Stored data entries:
-- Opening Marker --

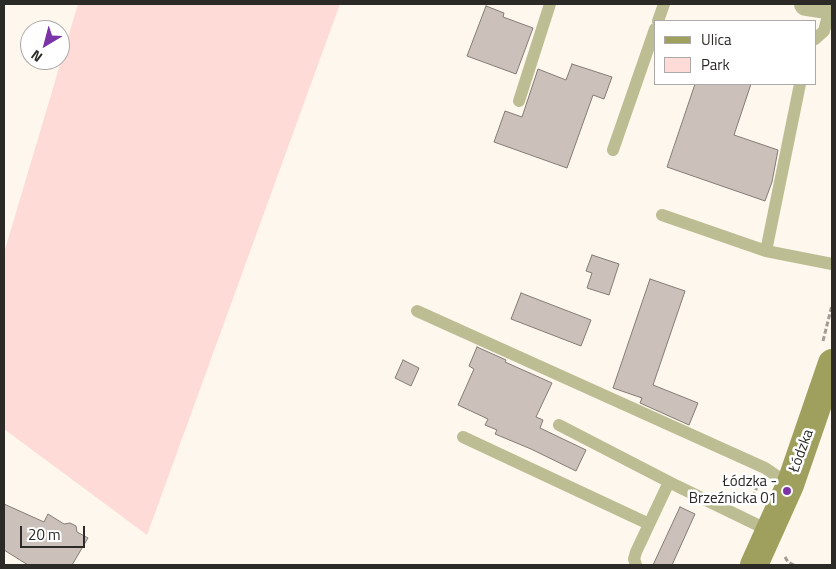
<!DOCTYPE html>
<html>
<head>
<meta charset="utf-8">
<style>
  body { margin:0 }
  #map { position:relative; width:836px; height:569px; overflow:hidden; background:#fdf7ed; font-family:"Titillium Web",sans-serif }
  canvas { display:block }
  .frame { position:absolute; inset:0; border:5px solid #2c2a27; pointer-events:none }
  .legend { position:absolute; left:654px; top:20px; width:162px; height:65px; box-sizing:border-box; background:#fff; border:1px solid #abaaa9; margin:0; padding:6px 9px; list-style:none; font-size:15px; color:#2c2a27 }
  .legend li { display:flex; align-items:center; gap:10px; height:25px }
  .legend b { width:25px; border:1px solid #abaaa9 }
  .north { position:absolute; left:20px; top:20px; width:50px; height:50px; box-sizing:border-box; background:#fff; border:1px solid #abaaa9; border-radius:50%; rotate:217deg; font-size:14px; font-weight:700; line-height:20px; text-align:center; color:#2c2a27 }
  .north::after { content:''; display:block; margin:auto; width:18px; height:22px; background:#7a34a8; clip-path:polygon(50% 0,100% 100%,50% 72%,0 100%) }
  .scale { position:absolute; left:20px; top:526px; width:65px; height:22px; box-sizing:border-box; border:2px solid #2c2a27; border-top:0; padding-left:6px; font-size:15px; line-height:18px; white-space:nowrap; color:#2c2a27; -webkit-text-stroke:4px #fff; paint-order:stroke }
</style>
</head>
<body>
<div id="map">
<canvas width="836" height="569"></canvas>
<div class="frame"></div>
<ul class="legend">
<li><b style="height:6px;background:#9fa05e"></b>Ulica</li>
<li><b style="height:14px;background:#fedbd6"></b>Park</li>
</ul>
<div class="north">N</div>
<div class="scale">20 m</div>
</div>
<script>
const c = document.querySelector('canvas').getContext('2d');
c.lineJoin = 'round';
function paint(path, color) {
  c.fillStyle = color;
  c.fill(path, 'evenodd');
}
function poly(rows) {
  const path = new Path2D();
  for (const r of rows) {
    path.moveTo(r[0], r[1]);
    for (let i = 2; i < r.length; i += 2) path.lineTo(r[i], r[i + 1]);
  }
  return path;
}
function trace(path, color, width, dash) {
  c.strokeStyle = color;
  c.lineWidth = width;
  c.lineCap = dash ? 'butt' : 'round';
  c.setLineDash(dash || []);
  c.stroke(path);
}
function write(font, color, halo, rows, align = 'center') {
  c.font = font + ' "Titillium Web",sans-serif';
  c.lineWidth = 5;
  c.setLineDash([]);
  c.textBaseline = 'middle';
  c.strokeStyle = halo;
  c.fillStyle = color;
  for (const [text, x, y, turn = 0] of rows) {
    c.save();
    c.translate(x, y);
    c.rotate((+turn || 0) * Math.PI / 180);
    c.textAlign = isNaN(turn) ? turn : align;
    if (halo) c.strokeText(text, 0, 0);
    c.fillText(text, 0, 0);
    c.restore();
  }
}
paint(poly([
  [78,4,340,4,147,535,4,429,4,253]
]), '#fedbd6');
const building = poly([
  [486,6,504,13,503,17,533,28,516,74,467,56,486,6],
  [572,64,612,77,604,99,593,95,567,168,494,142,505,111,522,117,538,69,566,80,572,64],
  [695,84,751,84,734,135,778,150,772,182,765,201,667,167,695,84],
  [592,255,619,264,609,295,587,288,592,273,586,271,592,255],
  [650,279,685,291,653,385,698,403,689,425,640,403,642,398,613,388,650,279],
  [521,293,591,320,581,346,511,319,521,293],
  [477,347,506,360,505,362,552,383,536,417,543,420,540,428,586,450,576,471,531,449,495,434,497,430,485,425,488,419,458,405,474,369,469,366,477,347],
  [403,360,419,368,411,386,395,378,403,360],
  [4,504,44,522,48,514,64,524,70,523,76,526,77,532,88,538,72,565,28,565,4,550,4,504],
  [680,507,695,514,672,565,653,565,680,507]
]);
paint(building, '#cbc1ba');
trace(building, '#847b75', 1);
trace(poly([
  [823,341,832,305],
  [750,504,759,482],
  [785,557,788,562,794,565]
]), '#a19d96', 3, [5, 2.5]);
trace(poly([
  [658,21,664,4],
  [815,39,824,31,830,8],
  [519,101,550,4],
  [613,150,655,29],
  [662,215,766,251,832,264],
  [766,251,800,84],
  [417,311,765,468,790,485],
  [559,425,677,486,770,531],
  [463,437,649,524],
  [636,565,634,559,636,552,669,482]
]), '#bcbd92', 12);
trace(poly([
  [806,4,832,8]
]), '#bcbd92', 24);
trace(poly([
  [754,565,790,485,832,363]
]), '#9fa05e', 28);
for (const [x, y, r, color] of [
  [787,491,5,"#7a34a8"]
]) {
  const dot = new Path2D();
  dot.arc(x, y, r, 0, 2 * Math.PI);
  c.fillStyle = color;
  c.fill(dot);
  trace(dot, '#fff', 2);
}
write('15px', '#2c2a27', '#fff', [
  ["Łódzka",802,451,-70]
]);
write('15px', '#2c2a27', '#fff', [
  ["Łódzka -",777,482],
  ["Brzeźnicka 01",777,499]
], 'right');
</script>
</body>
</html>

-- Closing Marker --
-- Opening Marker --

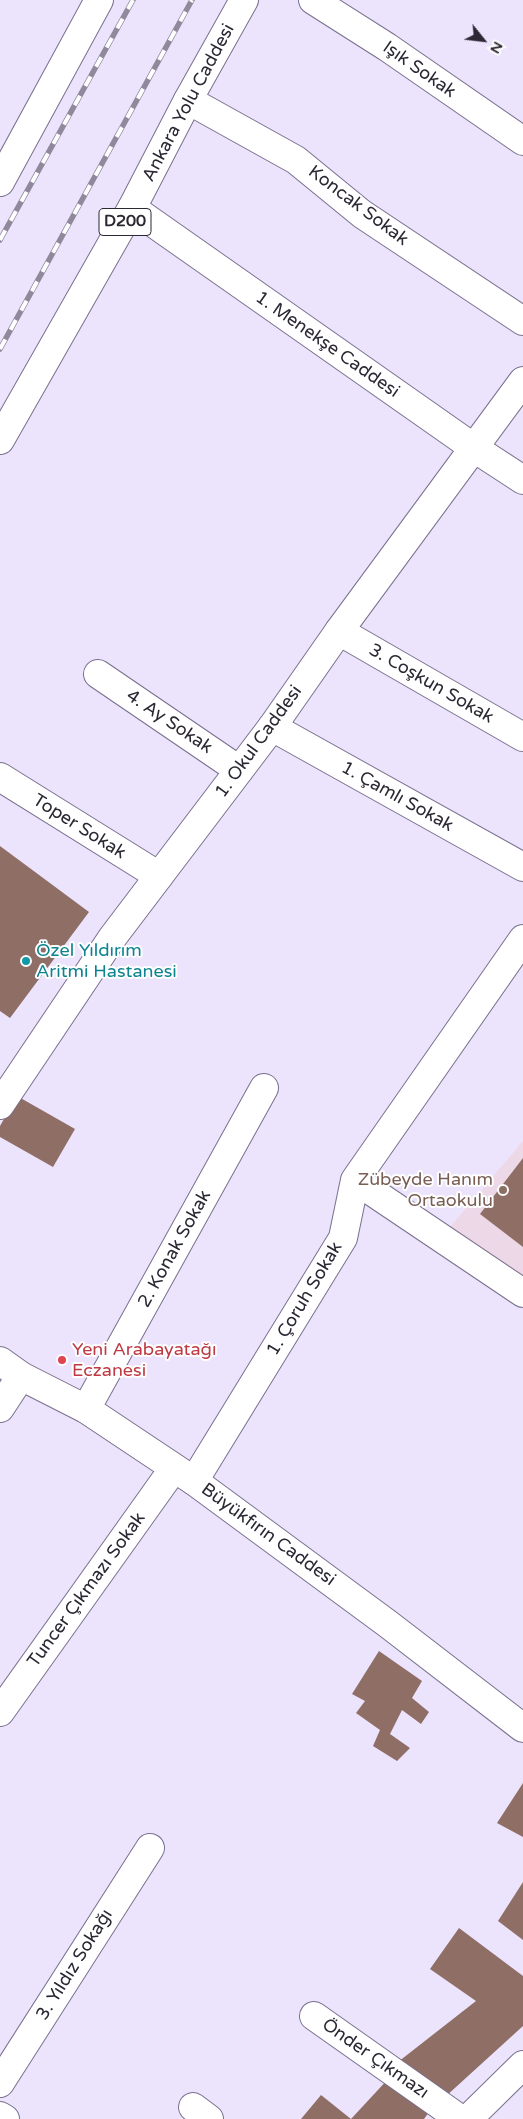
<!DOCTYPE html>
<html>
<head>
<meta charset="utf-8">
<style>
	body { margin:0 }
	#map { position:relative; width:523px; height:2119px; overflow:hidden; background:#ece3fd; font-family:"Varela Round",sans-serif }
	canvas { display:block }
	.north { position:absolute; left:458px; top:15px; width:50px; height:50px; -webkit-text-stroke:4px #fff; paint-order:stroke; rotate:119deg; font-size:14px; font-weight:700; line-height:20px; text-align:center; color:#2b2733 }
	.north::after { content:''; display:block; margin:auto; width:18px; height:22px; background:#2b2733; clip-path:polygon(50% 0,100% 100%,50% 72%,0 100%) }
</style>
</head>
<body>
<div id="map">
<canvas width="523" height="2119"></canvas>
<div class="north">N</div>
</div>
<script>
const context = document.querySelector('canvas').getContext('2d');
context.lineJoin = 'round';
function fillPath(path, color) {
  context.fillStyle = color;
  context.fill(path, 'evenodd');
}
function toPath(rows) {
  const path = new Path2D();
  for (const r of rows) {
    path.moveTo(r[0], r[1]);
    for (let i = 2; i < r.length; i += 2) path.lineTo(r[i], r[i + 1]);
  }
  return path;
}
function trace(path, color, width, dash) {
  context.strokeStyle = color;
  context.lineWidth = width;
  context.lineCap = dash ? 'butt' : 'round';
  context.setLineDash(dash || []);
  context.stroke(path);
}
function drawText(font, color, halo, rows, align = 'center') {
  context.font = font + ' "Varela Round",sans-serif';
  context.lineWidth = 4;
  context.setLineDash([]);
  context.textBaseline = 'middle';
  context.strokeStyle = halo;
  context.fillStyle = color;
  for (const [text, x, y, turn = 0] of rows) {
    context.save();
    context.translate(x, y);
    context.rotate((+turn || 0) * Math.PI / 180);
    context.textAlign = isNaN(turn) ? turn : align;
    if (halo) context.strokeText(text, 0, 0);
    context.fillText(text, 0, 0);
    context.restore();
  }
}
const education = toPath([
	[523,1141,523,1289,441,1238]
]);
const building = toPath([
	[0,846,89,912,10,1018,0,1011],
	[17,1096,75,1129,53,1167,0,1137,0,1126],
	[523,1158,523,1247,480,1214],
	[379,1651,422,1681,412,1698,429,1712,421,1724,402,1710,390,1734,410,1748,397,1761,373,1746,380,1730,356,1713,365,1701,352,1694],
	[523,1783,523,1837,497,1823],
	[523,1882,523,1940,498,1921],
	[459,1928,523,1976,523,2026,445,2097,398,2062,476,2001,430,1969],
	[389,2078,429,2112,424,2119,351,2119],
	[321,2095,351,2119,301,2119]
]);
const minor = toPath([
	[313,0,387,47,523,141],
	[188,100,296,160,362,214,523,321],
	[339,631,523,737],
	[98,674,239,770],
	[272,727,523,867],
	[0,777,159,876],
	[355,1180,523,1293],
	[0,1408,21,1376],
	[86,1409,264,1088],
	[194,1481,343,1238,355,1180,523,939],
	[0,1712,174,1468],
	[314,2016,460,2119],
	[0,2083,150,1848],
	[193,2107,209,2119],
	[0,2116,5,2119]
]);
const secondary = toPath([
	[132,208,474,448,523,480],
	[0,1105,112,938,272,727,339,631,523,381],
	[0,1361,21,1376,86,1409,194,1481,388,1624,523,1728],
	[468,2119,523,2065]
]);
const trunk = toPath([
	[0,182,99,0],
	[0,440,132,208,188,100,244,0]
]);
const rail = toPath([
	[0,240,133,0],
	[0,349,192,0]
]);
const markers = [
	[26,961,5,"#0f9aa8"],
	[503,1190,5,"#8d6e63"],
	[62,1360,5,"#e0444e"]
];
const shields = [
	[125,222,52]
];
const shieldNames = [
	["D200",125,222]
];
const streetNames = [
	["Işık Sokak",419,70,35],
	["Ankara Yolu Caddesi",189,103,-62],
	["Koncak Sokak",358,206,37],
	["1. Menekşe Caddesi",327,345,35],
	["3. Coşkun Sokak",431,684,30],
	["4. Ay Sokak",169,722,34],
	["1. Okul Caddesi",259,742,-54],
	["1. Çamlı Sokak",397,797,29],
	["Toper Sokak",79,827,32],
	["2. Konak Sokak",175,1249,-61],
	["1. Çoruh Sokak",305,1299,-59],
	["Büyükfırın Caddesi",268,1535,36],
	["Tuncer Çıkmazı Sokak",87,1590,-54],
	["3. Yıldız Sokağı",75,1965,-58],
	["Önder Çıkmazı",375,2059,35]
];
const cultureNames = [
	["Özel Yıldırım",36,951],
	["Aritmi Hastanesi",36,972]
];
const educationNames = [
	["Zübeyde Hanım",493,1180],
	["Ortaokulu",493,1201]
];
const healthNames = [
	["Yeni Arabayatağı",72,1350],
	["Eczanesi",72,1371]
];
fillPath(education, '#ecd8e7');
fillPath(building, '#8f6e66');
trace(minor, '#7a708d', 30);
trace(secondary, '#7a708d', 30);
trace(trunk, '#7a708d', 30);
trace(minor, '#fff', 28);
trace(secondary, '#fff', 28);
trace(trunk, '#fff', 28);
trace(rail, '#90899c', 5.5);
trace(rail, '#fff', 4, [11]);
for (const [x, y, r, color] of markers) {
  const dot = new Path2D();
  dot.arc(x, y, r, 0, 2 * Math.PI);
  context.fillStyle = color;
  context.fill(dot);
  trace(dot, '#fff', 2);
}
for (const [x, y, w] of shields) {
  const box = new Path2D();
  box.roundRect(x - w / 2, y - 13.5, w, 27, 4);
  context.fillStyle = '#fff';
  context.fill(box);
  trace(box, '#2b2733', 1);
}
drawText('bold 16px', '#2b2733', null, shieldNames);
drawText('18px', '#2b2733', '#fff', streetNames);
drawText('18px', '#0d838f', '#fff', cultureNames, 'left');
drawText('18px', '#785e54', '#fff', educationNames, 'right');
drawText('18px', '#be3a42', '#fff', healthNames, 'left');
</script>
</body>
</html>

-- Closing Marker --
-- Opening Marker --

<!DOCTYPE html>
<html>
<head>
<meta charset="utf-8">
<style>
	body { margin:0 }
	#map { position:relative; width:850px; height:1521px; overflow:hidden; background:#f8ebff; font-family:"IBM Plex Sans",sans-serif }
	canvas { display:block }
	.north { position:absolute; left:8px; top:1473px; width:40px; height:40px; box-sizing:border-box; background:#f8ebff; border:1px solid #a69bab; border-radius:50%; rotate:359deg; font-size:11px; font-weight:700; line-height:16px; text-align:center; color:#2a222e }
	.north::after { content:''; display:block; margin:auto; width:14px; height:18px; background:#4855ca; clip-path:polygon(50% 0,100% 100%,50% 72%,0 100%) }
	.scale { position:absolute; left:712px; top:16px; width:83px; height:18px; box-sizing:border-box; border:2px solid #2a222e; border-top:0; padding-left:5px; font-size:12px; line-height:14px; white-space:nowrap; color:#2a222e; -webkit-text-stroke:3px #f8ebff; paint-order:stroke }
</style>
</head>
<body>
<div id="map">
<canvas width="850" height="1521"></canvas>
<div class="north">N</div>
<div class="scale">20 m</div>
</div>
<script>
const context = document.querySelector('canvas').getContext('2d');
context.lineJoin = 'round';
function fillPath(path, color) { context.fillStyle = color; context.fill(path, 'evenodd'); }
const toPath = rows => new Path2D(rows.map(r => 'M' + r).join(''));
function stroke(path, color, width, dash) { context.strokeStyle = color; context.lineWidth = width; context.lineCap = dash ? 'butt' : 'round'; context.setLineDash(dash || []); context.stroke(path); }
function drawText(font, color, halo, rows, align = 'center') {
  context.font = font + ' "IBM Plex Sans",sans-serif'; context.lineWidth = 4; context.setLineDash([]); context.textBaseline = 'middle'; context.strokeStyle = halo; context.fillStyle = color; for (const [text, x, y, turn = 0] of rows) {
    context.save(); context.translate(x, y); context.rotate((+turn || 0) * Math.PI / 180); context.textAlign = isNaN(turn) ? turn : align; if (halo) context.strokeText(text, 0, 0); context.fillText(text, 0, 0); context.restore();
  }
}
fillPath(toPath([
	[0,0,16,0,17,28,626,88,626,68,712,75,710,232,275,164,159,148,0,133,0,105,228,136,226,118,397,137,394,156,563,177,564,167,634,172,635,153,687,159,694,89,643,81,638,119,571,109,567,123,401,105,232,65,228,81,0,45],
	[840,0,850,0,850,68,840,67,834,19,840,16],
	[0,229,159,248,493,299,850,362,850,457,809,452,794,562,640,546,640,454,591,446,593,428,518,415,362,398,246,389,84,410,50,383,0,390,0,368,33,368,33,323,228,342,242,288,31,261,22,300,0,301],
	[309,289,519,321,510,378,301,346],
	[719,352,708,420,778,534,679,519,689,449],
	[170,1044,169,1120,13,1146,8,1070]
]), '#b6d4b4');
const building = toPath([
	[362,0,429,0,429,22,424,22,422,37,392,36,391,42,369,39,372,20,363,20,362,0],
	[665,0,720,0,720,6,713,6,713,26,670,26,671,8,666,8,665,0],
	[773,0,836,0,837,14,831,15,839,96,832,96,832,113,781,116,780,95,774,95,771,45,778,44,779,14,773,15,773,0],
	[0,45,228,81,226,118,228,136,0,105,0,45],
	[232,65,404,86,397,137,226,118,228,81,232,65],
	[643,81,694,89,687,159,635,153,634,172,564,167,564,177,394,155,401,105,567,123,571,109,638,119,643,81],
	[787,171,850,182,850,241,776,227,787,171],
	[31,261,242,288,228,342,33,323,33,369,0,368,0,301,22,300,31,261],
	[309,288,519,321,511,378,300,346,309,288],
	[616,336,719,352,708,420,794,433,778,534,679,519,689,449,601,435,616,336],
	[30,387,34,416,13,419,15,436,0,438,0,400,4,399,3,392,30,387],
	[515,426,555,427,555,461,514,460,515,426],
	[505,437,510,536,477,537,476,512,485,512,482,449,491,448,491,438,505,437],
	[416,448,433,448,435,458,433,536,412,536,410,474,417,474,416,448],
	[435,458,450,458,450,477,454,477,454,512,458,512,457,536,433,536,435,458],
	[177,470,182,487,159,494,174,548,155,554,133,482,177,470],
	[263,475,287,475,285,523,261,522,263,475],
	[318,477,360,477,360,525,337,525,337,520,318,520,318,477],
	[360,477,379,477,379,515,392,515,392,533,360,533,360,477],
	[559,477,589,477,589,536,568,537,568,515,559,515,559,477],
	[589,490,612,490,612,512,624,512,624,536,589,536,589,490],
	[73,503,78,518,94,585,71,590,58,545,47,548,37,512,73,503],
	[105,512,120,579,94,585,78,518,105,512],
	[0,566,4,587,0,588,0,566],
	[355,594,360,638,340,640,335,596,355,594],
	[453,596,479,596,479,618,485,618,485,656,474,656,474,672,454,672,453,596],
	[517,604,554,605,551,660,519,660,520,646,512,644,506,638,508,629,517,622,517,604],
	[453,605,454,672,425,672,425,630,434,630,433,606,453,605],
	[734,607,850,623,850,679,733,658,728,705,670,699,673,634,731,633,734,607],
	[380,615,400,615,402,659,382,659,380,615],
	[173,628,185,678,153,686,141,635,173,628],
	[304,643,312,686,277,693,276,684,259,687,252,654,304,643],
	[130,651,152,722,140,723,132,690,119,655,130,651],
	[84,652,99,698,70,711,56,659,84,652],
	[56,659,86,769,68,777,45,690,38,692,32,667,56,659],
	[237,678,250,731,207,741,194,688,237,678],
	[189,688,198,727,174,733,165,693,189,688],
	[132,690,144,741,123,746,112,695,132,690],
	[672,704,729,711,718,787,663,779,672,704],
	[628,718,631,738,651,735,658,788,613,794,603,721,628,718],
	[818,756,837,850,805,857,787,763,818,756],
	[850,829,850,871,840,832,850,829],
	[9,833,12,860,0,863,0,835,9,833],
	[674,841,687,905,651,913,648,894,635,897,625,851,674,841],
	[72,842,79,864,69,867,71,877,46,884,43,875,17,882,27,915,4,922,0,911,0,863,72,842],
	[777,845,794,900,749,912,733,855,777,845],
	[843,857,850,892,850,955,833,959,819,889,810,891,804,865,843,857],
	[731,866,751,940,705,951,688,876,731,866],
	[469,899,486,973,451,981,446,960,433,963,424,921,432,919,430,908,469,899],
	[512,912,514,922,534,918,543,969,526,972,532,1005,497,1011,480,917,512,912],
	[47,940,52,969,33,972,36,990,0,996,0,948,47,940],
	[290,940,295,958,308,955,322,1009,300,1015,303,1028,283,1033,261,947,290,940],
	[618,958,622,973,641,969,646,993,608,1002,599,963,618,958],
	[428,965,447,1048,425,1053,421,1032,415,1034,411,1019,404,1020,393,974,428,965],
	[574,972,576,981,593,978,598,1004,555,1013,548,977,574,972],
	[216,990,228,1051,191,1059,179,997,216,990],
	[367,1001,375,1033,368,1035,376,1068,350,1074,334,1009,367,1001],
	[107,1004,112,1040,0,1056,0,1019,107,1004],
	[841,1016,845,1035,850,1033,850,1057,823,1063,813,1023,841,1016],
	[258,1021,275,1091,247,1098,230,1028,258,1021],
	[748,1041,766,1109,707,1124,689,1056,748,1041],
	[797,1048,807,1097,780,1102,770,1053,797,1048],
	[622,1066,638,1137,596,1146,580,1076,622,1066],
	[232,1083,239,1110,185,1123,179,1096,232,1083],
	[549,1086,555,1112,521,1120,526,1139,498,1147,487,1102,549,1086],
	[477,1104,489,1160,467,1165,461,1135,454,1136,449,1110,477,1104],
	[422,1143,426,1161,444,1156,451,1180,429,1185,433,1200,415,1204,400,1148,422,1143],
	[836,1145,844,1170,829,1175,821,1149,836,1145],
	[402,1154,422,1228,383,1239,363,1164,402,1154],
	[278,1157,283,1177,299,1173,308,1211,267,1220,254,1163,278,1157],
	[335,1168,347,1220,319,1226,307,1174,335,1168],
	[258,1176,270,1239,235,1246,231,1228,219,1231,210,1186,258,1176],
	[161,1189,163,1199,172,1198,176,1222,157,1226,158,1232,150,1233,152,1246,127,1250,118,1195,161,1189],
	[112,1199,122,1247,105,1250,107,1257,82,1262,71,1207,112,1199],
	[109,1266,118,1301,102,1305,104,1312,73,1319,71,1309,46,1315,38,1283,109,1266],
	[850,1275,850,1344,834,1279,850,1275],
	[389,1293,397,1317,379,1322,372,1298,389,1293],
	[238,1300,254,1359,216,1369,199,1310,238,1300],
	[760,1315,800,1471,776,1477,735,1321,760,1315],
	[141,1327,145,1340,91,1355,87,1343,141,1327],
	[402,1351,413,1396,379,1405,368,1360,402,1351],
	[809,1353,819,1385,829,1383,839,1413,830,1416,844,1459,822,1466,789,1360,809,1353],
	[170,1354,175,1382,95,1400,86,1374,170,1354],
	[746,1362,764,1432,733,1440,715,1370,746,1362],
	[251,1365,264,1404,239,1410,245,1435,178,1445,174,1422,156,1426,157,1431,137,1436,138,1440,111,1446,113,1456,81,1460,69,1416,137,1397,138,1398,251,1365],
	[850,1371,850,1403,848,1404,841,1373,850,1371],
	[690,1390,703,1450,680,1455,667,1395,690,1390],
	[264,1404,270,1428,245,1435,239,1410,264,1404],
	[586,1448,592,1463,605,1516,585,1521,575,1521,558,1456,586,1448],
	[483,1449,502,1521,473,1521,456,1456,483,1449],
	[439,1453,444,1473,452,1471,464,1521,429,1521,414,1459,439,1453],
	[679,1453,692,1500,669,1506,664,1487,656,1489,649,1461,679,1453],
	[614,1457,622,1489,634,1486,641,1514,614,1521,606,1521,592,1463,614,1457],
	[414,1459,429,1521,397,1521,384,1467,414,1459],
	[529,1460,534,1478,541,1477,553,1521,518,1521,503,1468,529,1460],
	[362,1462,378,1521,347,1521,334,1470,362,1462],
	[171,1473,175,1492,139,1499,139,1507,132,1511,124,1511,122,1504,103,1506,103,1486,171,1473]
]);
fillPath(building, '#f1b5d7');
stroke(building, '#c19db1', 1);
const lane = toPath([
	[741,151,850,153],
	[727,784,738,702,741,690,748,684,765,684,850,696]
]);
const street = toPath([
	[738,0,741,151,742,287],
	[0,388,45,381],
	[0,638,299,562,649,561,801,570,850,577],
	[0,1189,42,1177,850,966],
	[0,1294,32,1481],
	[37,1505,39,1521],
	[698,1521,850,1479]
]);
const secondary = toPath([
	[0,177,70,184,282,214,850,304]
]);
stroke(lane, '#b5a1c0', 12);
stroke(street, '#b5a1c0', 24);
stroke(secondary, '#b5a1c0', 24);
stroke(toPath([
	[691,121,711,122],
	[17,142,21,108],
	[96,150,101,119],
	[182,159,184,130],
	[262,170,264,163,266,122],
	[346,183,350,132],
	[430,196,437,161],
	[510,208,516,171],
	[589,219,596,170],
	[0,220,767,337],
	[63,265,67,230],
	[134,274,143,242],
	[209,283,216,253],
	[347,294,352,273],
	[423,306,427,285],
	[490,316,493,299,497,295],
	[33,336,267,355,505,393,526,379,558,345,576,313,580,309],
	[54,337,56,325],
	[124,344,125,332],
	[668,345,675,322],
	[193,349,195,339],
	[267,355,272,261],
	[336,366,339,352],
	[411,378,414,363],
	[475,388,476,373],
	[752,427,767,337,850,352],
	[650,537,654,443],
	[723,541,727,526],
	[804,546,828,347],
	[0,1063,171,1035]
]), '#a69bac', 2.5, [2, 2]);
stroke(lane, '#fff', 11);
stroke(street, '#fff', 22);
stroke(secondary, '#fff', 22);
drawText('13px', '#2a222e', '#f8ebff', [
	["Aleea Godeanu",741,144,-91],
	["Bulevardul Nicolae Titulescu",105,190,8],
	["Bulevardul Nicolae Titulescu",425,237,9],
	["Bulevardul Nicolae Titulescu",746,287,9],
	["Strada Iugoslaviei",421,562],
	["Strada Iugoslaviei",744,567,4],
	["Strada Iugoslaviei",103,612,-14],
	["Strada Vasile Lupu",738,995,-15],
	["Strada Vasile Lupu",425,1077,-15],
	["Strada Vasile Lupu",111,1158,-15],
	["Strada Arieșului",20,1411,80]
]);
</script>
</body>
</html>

-- Closing Marker --

== Task objective ==
From the entries above, pull out each line that includes "textBaseline".

== The completed task ==
  c.textBaseline = 'middle';
  context.textBaseline = 'middle';
  context.font = font + ' "IBM Plex Sans",sans-serif'; context.lineWidth = 4; context.setLineDash([]); context.textBaseline = 'middle'; context.strokeStyle = halo; context.fillStyle = color; for (const [text, x, y, turn = 0] of rows) {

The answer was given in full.